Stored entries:

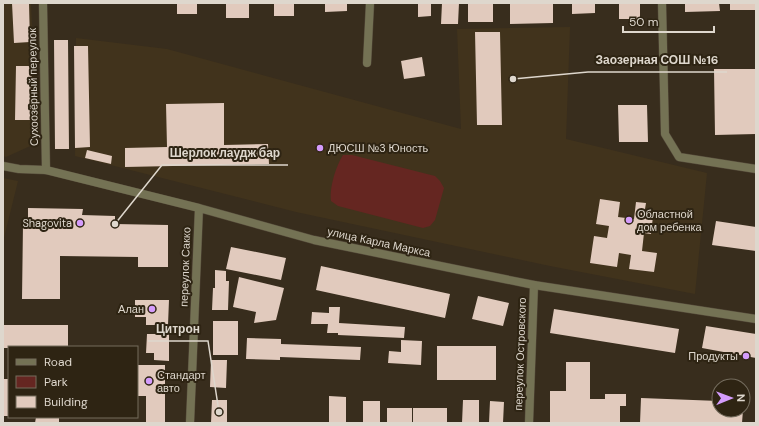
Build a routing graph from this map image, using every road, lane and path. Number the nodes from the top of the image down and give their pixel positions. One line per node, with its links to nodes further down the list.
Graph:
1 (43, 3): 7 (street, Сухоозёрный переулок)
2 (370, 3): 4 (street)
3 (662, 3): 6 (street)
4 (367, 63)
5 (3, 166): 7 (street, улица Карла Маркса)
6 (756, 168)
7 (46, 170): 8 (street, улица Карла Маркса)
8 (199, 208): 9 (street, улица Карла Маркса); 11 (street, переулок Сакко)
9 (534, 285): 10 (street, улица Карла Маркса); 12 (street, переулок Островского)
10 (756, 319)
11 (190, 423)
12 (529, 423)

_Assignment_
Reproduce every line above exactly, pictures excluded.

_Response_
Build a routing graph from this map image, using every road, lane and path. Number the nodes from the top of the image down and give their pixel positions. One line per node, with its links to nodes further down the list.
Graph:
1 (43, 3): 7 (street, Сухоозёрный переулок)
2 (370, 3): 4 (street)
3 (662, 3): 6 (street)
4 (367, 63)
5 (3, 166): 7 (street, улица Карла Маркса)
6 (756, 168)
7 (46, 170): 8 (street, улица Карла Маркса)
8 (199, 208): 9 (street, улица Карла Маркса); 11 (street, переулок Сакко)
9 (534, 285): 10 (street, улица Карла Маркса); 12 (street, переулок Островского)
10 (756, 319)
11 (190, 423)
12 (529, 423)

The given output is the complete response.